The Delaware Supreme Court noted that while the parties briefed this appeal the Supreme Court decided Flood v. Synutra International, Inc. Under Synutra, to invoke the MFW protections in a controller led transaction, the controller must “self-disable before the start of substantive economic negotiations.” The controller and the board’s special committee must also bargain under the pressures exerted on both of them by the MFW protections.” In Synutra, the Delaware Supreme court cautioned that the MFW protections will not result in dismissal when the “plaintiff has pled facts that support a reasonable inference that the two procedural protections were not put in place early and before substantive economic negotiations took place.”

The complaint challenged a business combination between Earthstone Energy Inc. and Bold Energy III LLC and alleged EnCap Investments L.P. controlled Earthstone and Bold. The Supreme Court held, based on its review of the complaint, the well pled facts support a reasonable inference that the MFW requirements were not put in place early and before substantive economic negotiation took place.

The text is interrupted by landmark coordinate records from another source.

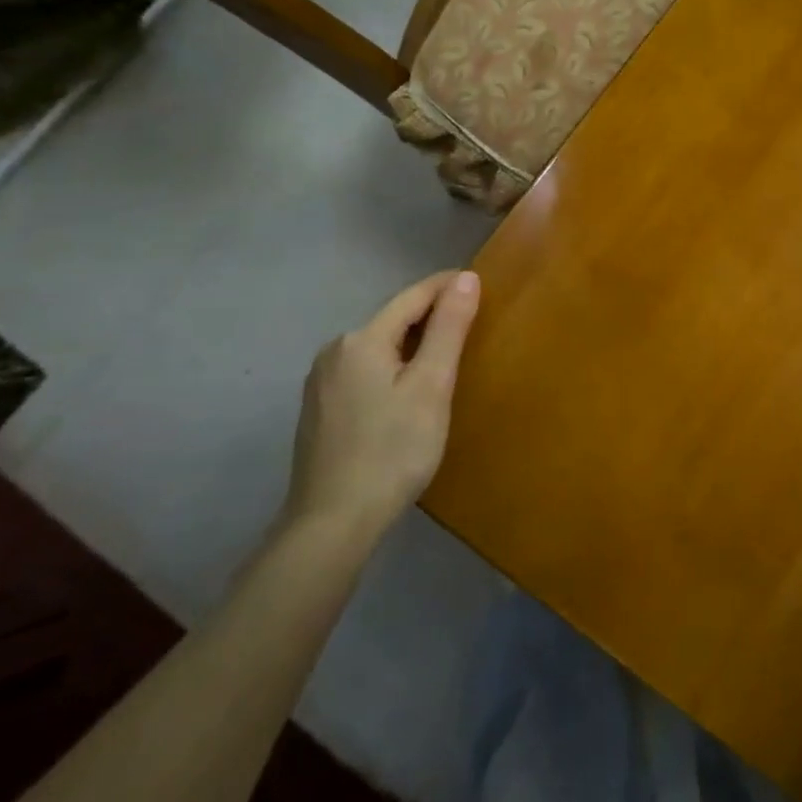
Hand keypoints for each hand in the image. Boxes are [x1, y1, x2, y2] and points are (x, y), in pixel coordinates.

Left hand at [285, 271, 480, 538]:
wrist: (332, 522)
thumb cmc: (393, 450)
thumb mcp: (431, 385)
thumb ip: (448, 328)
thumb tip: (466, 278)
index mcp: (361, 339)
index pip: (413, 296)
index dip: (448, 285)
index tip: (481, 282)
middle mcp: (335, 351)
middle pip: (393, 319)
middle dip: (432, 315)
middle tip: (472, 322)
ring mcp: (321, 382)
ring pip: (378, 346)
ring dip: (412, 342)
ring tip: (447, 354)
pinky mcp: (320, 409)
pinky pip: (365, 370)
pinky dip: (393, 366)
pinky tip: (408, 389)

According to the Court, presentations made by Earthstone to EnCap, Earthstone management valued Bold at $305 million in an initial presentation and $335 million in a second presentation. Based on these facts, the Court found it was reasonable to infer that these valuations set the field of play for the economic negotiations to come by fixing the range in which offers and counteroffers might be made. According to the complaint, that generally turned out to be the case. Earthstone’s first formal offer—the one in which the MFW conditions were finally mentioned—reflected an equity valuation for Bold of about $300 million, and the final deal reflected an equity valuation for Bold of around $333 million.